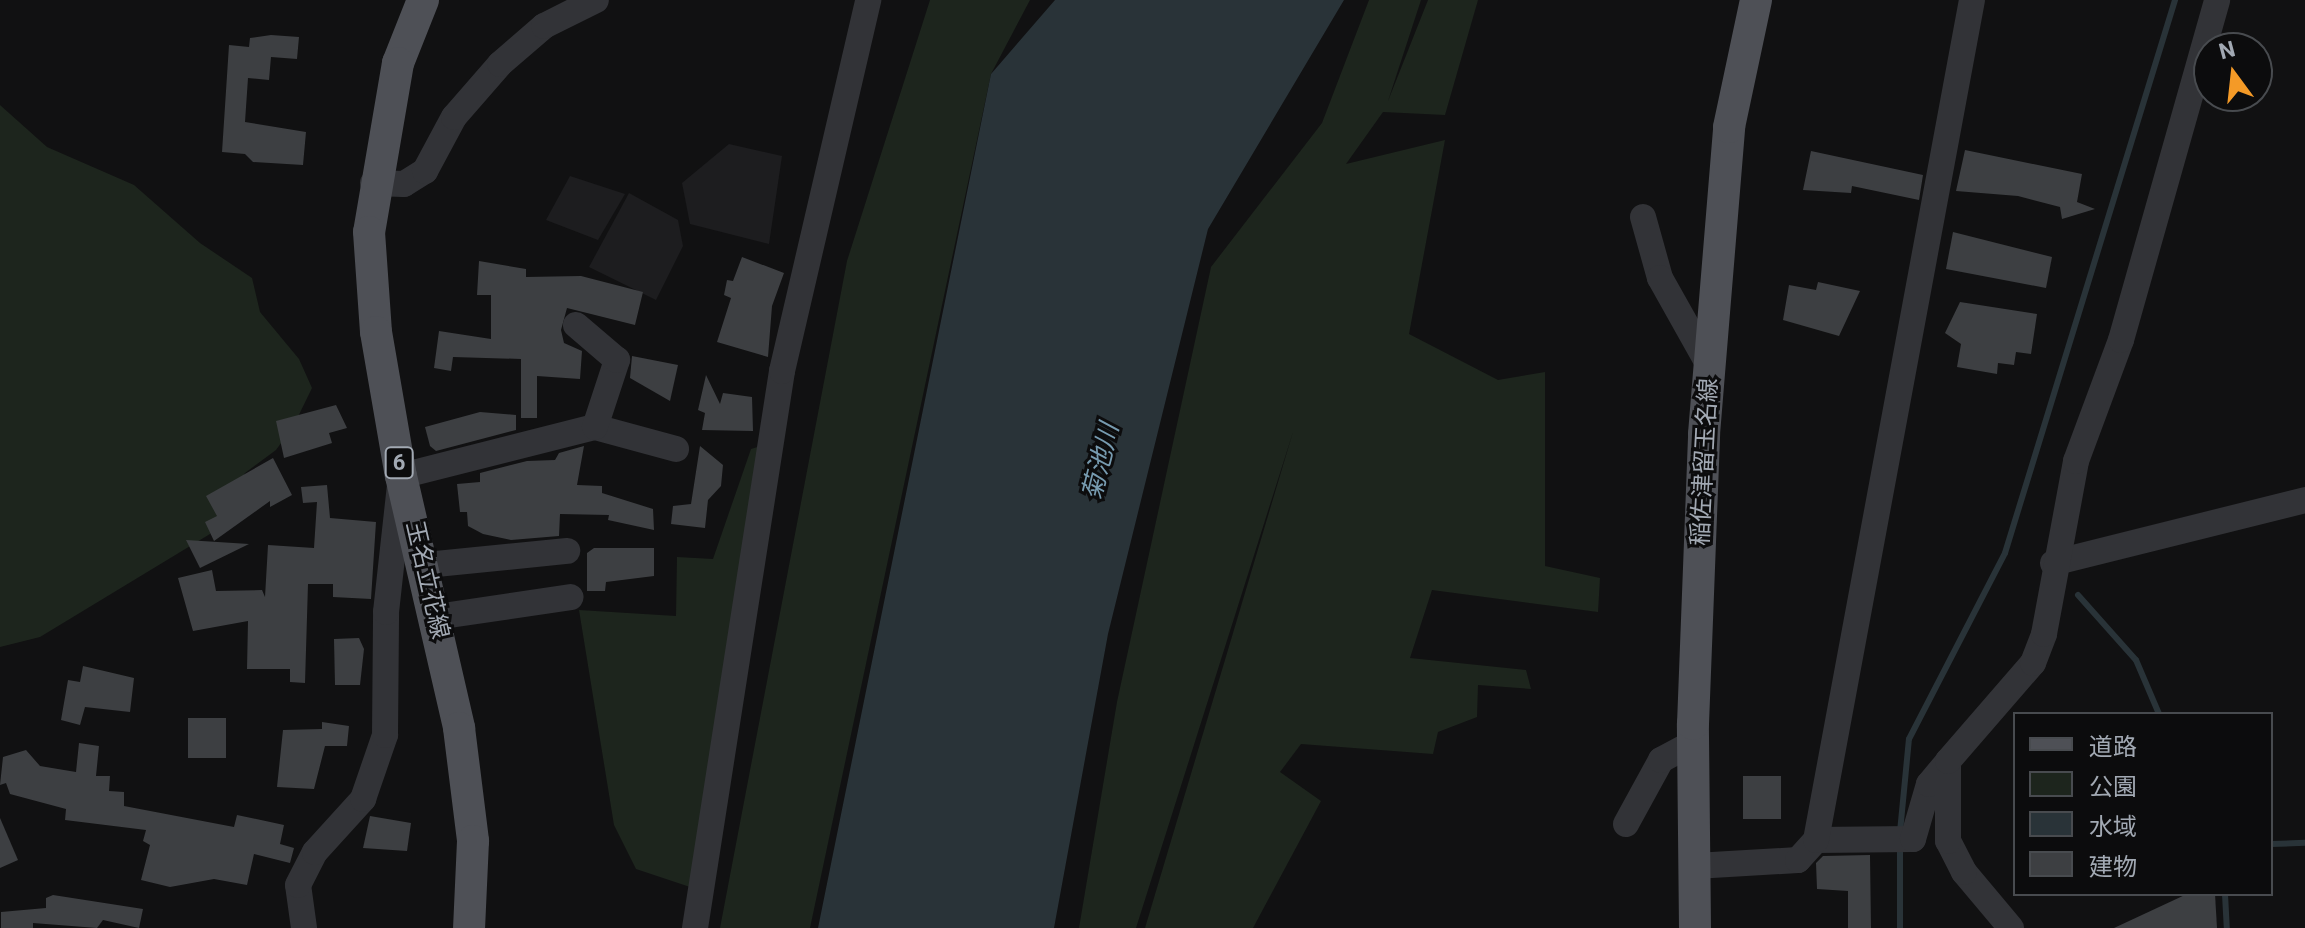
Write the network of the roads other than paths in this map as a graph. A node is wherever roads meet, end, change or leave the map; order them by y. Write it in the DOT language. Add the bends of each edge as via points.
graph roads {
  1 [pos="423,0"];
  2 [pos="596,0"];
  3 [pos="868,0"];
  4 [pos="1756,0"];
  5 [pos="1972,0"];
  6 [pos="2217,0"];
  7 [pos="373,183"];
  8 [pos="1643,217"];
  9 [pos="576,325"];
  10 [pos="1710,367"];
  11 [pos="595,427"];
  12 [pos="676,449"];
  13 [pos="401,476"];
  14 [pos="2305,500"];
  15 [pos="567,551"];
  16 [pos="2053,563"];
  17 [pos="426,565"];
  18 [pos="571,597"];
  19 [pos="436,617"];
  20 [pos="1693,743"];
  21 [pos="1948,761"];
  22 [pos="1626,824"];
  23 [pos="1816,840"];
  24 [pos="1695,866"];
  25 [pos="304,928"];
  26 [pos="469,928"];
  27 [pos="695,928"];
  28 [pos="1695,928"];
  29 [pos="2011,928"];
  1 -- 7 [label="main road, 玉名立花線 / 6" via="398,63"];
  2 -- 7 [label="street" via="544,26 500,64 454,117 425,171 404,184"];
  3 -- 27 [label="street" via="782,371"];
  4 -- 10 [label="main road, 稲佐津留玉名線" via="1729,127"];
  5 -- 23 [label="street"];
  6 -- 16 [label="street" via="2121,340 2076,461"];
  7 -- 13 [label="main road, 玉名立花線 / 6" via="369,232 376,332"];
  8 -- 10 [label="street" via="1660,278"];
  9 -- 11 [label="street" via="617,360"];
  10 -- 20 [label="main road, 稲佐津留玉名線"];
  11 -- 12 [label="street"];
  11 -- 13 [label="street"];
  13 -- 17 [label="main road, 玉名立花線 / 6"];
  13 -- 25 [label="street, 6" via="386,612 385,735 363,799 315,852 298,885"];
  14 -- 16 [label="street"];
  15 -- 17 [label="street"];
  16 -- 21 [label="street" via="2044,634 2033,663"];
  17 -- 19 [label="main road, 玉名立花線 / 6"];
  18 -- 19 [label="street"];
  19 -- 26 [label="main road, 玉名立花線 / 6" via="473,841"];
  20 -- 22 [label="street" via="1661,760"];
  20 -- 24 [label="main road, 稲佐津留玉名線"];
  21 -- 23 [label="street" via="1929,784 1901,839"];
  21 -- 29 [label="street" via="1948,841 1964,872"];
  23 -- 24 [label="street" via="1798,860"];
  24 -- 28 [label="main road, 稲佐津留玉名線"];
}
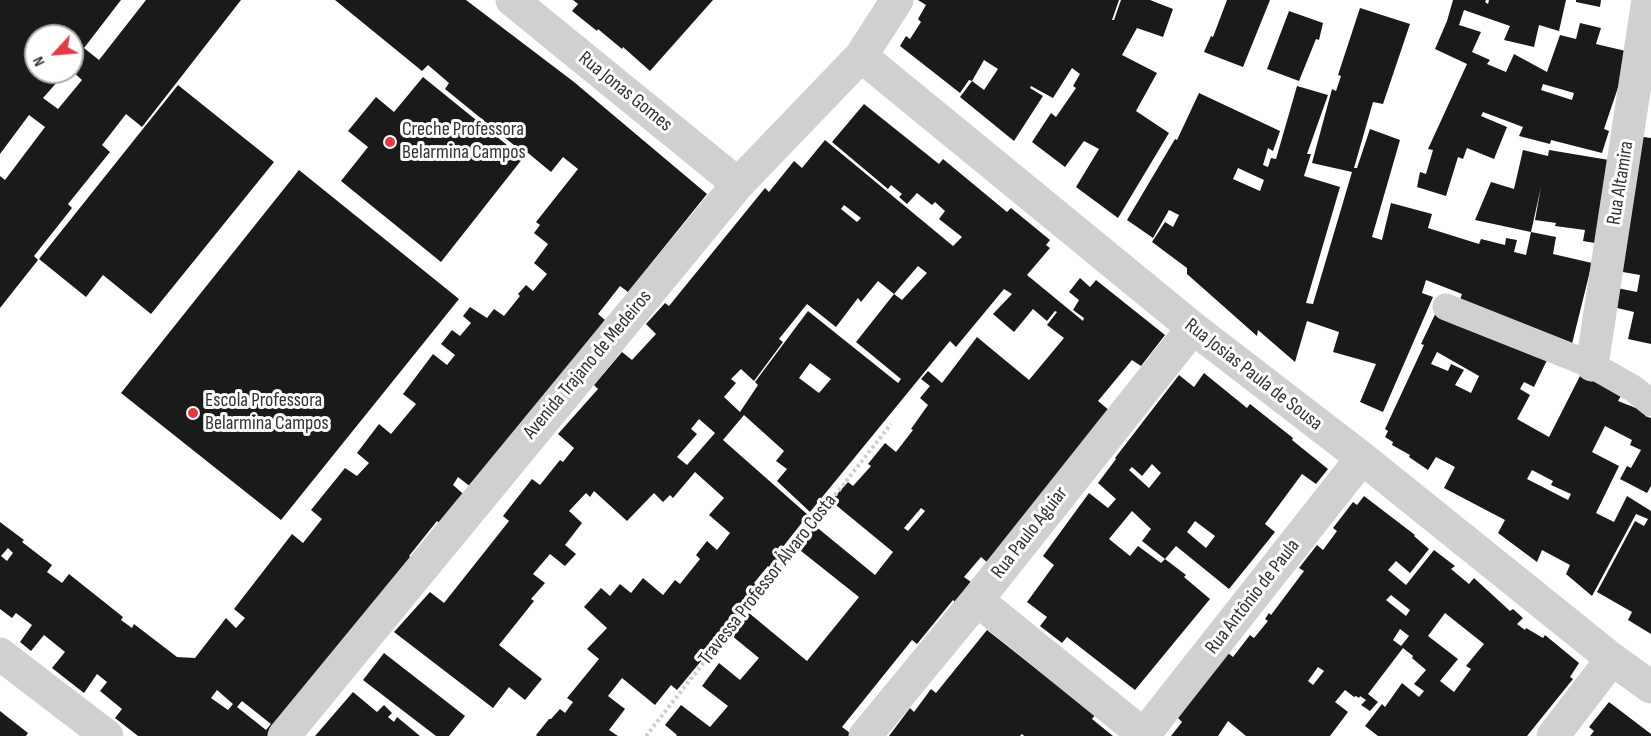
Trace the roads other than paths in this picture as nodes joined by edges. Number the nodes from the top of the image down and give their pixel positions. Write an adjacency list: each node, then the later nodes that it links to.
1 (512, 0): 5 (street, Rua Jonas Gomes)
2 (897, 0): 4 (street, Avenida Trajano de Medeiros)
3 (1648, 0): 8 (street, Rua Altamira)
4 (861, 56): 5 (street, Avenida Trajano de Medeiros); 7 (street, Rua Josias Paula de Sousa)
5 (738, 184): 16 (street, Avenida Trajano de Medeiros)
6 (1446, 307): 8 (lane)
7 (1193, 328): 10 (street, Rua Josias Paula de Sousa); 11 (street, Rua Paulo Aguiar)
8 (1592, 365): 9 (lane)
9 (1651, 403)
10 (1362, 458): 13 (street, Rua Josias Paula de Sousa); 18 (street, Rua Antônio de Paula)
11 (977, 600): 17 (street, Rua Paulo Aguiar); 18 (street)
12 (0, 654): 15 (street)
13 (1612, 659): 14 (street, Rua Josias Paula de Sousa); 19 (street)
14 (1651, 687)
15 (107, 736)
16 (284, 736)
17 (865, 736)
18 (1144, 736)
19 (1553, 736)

# # #

- **Exercise directions**
The whole listing must be transcribed exactly. No pictures belong in the copy.

- **Solution to the problem**
Write the network of the roads other than paths in this map as a graph. A node is wherever roads meet, end, change or leave the map; order them by y. Write it in the DOT language. Add the bends of each edge as via points.
graph roads {
  1 [pos="423,0"];
  2 [pos="596,0"];
  3 [pos="868,0"];
  4 [pos="1756,0"];
  5 [pos="1972,0"];
  6 [pos="2217,0"];
  7 [pos="373,183"];
  8 [pos="1643,217"];
  9 [pos="576,325"];
  10 [pos="1710,367"];
  11 [pos="595,427"];
  12 [pos="676,449"];
  13 [pos="401,476"];
  14 [pos="2305,500"];
  15 [pos="567,551"];
  16 [pos="2053,563"];
  17 [pos="426,565"];
  18 [pos="571,597"];
  19 [pos="436,617"];
  20 [pos="1693,743"];
  21 [pos="1948,761"];
  22 [pos="1626,824"];
  23 [pos="1816,840"];
  24 [pos="1695,866"];
  25 [pos="304,928"];
  26 [pos="469,928"];
  27 [pos="695,928"];
  28 [pos="1695,928"];
  29 [pos="2011,928"];
  1 -- 7 [label="main road, 玉名立花線 / 6" via="398,63"];
  2 -- 7 [label="street" via="544,26 500,64 454,117 425,171 404,184"];
  3 -- 27 [label="street" via="782,371"];
  4 -- 10 [label="main road, 稲佐津留玉名線" via="1729,127"];
  5 -- 23 [label="street"];
  6 -- 16 [label="street" via="2121,340 2076,461"];
  7 -- 13 [label="main road, 玉名立花線 / 6" via="369,232 376,332"];
  8 -- 10 [label="street" via="1660,278"];
  9 -- 11 [label="street" via="617,360"];
  10 -- 20 [label="main road, 稲佐津留玉名線"];
  11 -- 12 [label="street"];
  11 -- 13 [label="street"];
  13 -- 17 [label="main road, 玉名立花線 / 6"];
  13 -- 25 [label="street, 6" via="386,612 385,735 363,799 315,852 298,885"];
  14 -- 16 [label="street"];
  15 -- 17 [label="street"];
  16 -- 21 [label="street" via="2044,634 2033,663"];
  17 -- 19 [label="main road, 玉名立花線 / 6"];
  18 -- 19 [label="street"];
  19 -- 26 [label="main road, 玉名立花線 / 6" via="473,841"];
  20 -- 22 [label="street" via="1661,760"];
  20 -- 24 [label="main road, 稲佐津留玉名線"];
  21 -- 23 [label="street" via="1929,784 1901,839"];
  21 -- 29 [label="street" via="1948,841 1964,872"];
  23 -- 24 [label="street" via="1798,860"];
  24 -- 28 [label="main road, 稲佐津留玉名線"];
}
Trace the roads other than paths in this picture as nodes joined by edges. Number the nodes from the top of the image down and give their pixel positions. Write an adjacency list: each node, then the later nodes that it links to.
1 (512, 0): 5 (street, Rua Jonas Gomes)
2 (897, 0): 4 (street, Avenida Trajano de Medeiros)
3 (1648, 0): 8 (street, Rua Altamira)
4 (861, 56): 5 (street, Avenida Trajano de Medeiros); 7 (street, Rua Josias Paula de Sousa)
5 (738, 184): 16 (street, Avenida Trajano de Medeiros)
6 (1446, 307): 8 (lane)
7 (1193, 328): 10 (street, Rua Josias Paula de Sousa); 11 (street, Rua Paulo Aguiar)
8 (1592, 365): 9 (lane)
9 (1651, 403)
10 (1362, 458): 13 (street, Rua Josias Paula de Sousa); 18 (street, Rua Antônio de Paula)
11 (977, 600): 17 (street, Rua Paulo Aguiar); 18 (street)
12 (0, 654): 15 (street)
13 (1612, 659): 14 (street, Rua Josias Paula de Sousa); 19 (street)
14 (1651, 687)
15 (107, 736)
16 (284, 736)
17 (865, 736)
18 (1144, 736)
19 (1553, 736)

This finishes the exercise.